WTF is the public protector up to?
Surprise follows surprise, flying in the face of established law
On Monday, public protector Busisiwe Mkhwebane directed Parliament to reword the Constitution, assuming a power that, by all other interpretations, can be wielded only by a two-thirds majority of Parliament.
Though that was the most immediately eye-popping of Mkhwebane’s decisions, it was far from the only one in her report, in which she ordered the state to recover R1.125billion from Absa.
It may not even be the most controversial in the long run.
She also ordered the Special Investigating Unit (SIU) to start a process that would allow it to “investigate alleged misappropriated public funds given to various institutions as mentioned in the Ciex report”. And that is a long list.
The covert, private, foreign-intelligence organisation Ciex made extraordinary and unsubstantiated claims in its 1997 report and said money should be recovered from the Dutch Reformed Church, wine producer KWV and the governments of France, Germany and Switzerland.
If any such claims could be made, they would have legally expired after 15 years under the doctrine of prescription — the same doctrine under which Absa is likely to challenge Mkhwebane’s findings.
Absa is yet to file court papers but in its statement it said it had instructed its lawyers to “immediately prepare an application to the high court to have the report’s findings and its remedial actions … reviewed and set aside”.
The Reserve Bank said it would take urgent legal action after its lawyers “advised that the remedial action prescribed by the public protector falls outside her powers and is unlawful”.
Both Absa and the Reserve Bank are also expected to challenge her on jurisdiction.
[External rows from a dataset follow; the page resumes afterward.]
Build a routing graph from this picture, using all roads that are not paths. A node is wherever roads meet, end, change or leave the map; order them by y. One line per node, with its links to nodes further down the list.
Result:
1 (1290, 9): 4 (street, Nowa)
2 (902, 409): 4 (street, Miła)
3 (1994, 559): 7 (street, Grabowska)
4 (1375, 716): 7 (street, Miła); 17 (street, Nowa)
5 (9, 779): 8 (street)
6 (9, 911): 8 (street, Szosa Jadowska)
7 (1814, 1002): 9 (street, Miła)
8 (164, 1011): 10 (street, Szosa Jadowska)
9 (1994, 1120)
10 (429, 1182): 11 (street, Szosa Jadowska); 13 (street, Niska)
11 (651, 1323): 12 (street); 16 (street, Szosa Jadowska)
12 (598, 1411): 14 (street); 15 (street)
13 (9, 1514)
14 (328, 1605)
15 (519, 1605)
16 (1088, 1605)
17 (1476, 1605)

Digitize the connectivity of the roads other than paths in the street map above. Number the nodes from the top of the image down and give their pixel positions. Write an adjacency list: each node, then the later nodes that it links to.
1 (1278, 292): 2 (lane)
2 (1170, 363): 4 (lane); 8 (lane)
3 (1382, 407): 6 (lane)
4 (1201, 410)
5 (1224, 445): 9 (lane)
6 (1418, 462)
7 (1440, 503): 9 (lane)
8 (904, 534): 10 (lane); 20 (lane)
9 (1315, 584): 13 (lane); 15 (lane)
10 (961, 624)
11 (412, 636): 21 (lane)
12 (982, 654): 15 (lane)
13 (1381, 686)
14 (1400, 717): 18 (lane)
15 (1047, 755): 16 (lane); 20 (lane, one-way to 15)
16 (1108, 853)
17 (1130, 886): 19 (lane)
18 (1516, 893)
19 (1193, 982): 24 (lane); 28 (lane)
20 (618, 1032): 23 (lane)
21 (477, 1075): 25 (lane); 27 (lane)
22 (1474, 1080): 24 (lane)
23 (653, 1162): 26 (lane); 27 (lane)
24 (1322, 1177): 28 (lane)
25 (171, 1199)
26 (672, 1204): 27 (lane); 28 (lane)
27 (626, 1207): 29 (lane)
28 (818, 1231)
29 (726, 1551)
In her report, dealing with Reserve Bank loans in the 1980s, she says her office only has the discretion to investigate matters as far back as 1995, under the legal doctrine that laws should not be applied retrospectively.
Though Ciex reported on the loans in 1997, Mkhwebane doesn’t explain how that gives her the jurisdiction to reinvestigate the subject of that report and make new findings on it.
Absa and the Reserve Bank are also likely to challenge her on procedural fairness, natural justice and factual mistakes. Another is likely to be that her findings and directed remedial action are irrational.
In her 56-page report, Mkhwebane favours the findings of Ciex over those of a panel headed by Judge Dennis Davis and an investigation by then SIU head Willem Heath.
She concludes that when the Reserve Bank steps in to bail out a failing bank it benefits only “the financial sector market”. And ultimately she orders that the constitutional obligation of the Reserve Bank to prevent rampant inflation should be dropped.
Asked what research had led Mkhwebane to this conclusion, her office recommended that the Mail & Guardian do its own research.